(Human pose keypoint data)
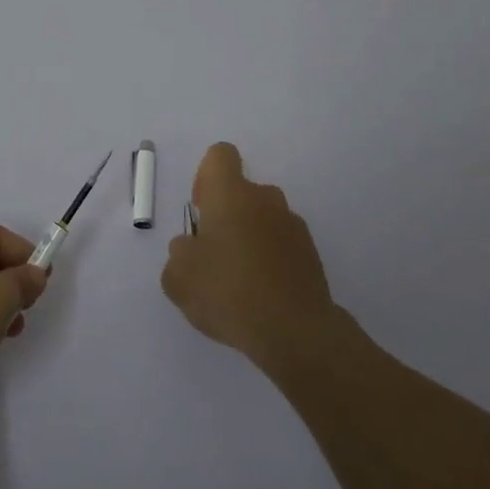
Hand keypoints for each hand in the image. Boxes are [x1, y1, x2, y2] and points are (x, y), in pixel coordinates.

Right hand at [161, 143, 337, 370]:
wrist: (296, 332)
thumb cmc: (229, 292)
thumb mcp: (178, 277)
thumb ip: (179, 254)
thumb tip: (191, 248)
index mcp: (231, 194)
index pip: (220, 156)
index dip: (206, 177)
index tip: (201, 211)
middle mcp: (265, 199)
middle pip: (241, 192)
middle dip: (226, 216)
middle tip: (214, 256)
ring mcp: (293, 226)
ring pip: (262, 220)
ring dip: (249, 239)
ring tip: (238, 283)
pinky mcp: (311, 254)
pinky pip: (281, 246)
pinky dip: (269, 261)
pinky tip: (260, 297)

● **ACTION ITEM**
Copy every record character for character. Skip the pictures.

● **TASK RESPONSE**
Hand keypoints for each hand in the image. Boxes are [x1, y1, x2, y2] and points are (x, y), in pixel coordinates.

Right hand at [161, 143, 337, 370]:
wrist: (296, 332)
thumb cmc: (229, 292)
thumb mcp: (178, 277)
thumb ip: (179, 254)
thumb tip: (191, 248)
index mcp: (231, 194)
index pip: (220, 156)
index dip: (206, 177)
index tip: (201, 211)
middle mcp: (265, 199)
middle pip: (241, 192)
middle dip: (226, 216)
middle tip: (214, 256)
ring mcp: (293, 226)
ring pip: (262, 220)
ring dip: (249, 239)
ring tip: (238, 283)
pinky mcp: (311, 254)
pinky pip: (281, 246)
pinky dip: (269, 261)
pinky tip: (260, 297)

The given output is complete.